Thursday, 27 March 2014
Grange Fell, Central Fells
Looks like we had a lot of luck this Winter. We did this walk on the 31st December and the day started off quite horribly - heavy rain meant we didn't delay on our drive from Ambleside to Keswick for fear that the roads would flood - some side roads were already closed. We had then resigned ourselves to a day of looking around the shops and spending time in Booths and the Lakeland Pedlar, so all would not have been lost, but by around 1pm a hint of blue appeared in the sky and gradually the rain eased off.
We dashed back to the b&b and grabbed our waterproofs and boots and decided to head into the hills. With only a couple of hours' daylight left we decided to have a look around Grange Fell. After a drive along the Borrowdale road we parked up close to the Bowder Stone and set off. The actual Bowder Stone we have saved for another day. We were lucky to have made it along the road as shortly afterwards the Borrowdale road was closed for repairs.

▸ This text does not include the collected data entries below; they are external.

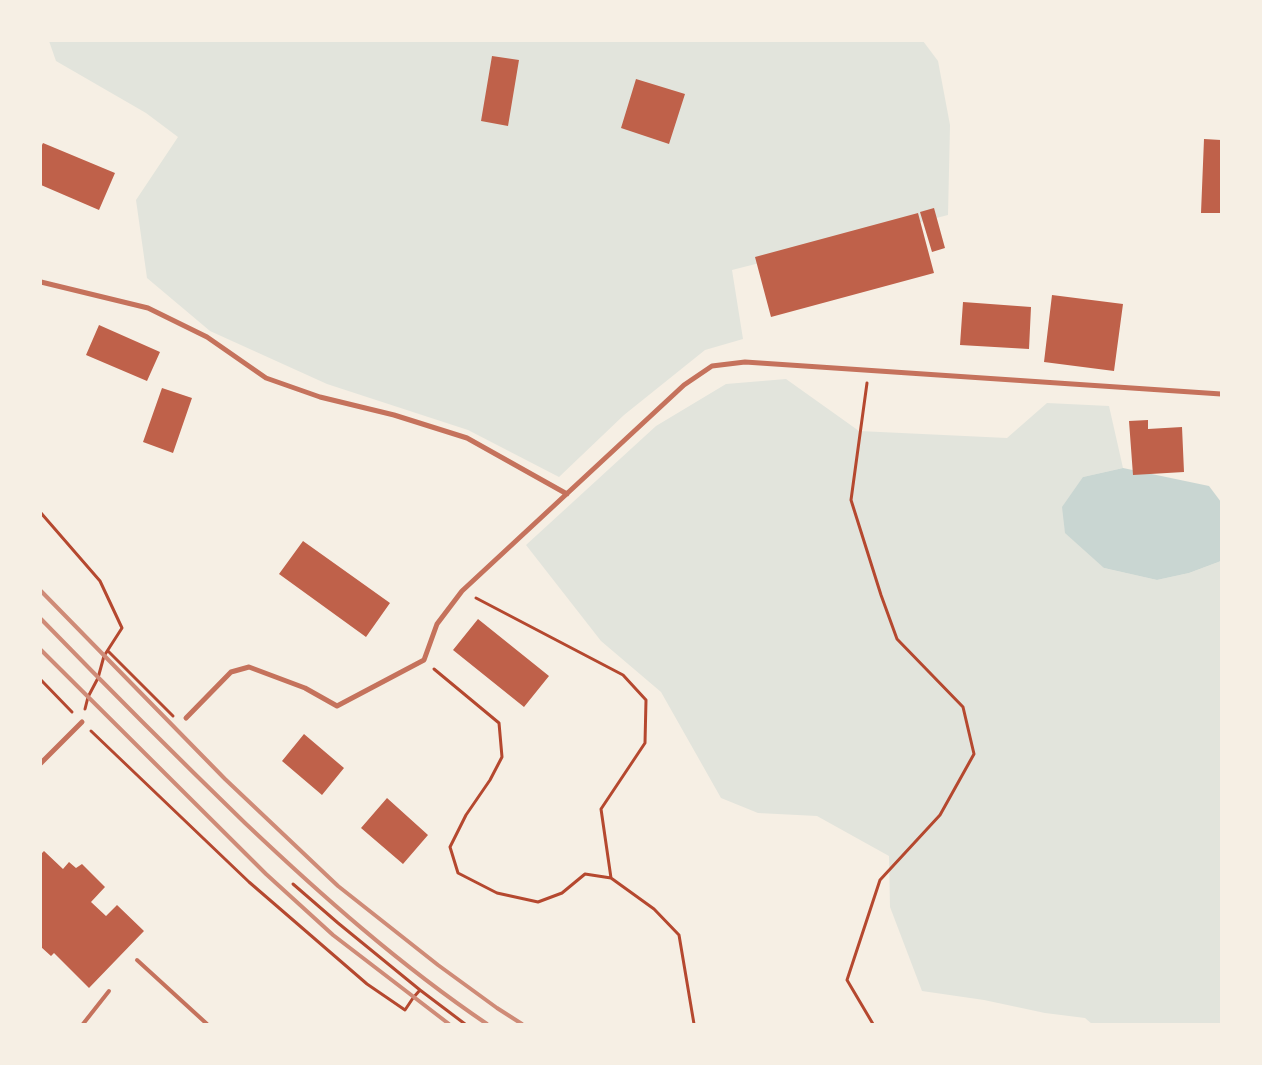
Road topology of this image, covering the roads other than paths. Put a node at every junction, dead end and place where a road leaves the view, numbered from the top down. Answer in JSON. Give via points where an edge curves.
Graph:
{"nodes":[{"id":1,"x":41,"y":282,"type":"edge"},
{"id":2,"x":1221,"y":394,"type":"edge"},
{"id":3,"x":566,"y":494,"type":"junction"},
{"id":4,"x":186,"y":718,"type":"road end"},
{"id":5,"x":82,"y":722,"type":"road end"},
{"id":6,"x":41,"y":763,"type":"edge"},
{"id":7,"x":138,"y":960,"type":"dead end"},
{"id":8,"x":108,"y":990,"type":"dead end"},
{"id":9,"x":83,"y":1024,"type":"edge"},
{"id":10,"x":206,"y":1024,"type":"edge"}],
"edges":[{"from":1,"to":3,"type":"street","via":[[148,308],[207,337],[266,378],[320,398],[394,415],[467,438]]},
{"from":2,"to":3,"type":"street","via":[[745,362],[712,366],[684,385]]},
{"from":3,"to":4,"type":"street","via":[[462,591],[437,624],[424,660],[337,706],[304,688],[249,667],[230,672]]},
{"from":5,"to":6,"type":"street"},
{"from":7,"to":10,"type":"lane"},
{"from":8,"to":9,"type":"lane"}]}
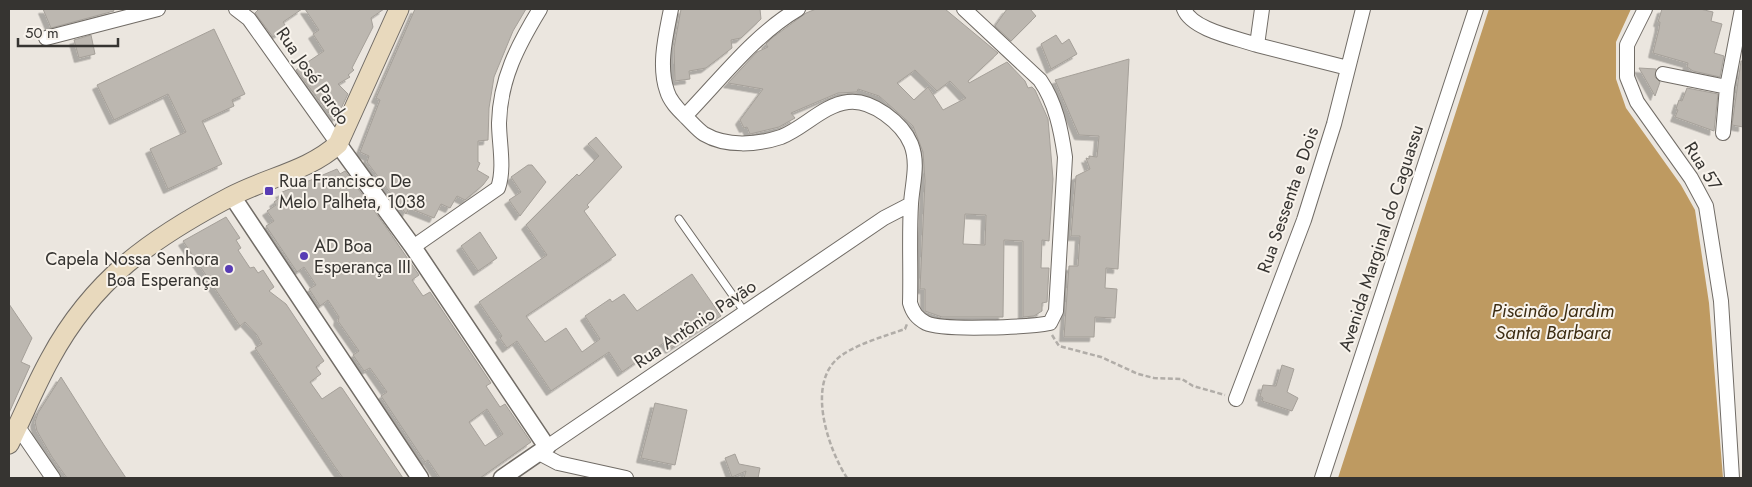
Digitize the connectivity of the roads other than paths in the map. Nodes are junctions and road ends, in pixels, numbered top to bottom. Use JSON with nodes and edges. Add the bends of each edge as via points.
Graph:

We followed the route in the AW book, circumnavigating the base of Great End crag and into an enchanted woodland. I don;t tend to think of the Lakes in terms of ancient woodland but here and there you enter pockets of trees and it becomes very other-worldly - this walk is no exception as you climb the steep steps through the woods. Easy going up but a bit treacherous coming down!
Every now and again we stopped to catch our breath as the climb was very steep, and to turn around and enjoy the vista over Derwentwater that was opening up behind us.
Eventually the path levelled off, and we were on the rather lovely higher ground of Grange Fell. It is hard to spot a definitive summit and indeed there are a couple to choose from, strewn across the rocky studded ground.
Despite Wainwright's words imploring us to head up King's How to take in the views, time was not on our side and so we headed across the soggy ground to the Brund Fell summit and delightfully named Joppelty Howe.
From here we had some great views beyond Borrowdale right into the heart of the Lake District fells and across the Honister Pass towards the North Western and Western Fells.
On a longer day we might have continued along the path that to Joppelty Howe, back down and around the base of the fell taking in the Bowder Stone, but with not much daylight left it felt sensible to return via the same route, even though it meant coming down that very slippery rocky staircase. Rather oddly the only people we encountered on this walk was a family group, headed up the fell, and very late in the day. There's no way they would have finished their walk in daylight!
We got back to the car as dusk was falling, ready to head back to the bright lights of a New Year's Eve celebration in Keswick. Grange Fell was a real pleasure to discover and definitely a fell we shall be revisiting.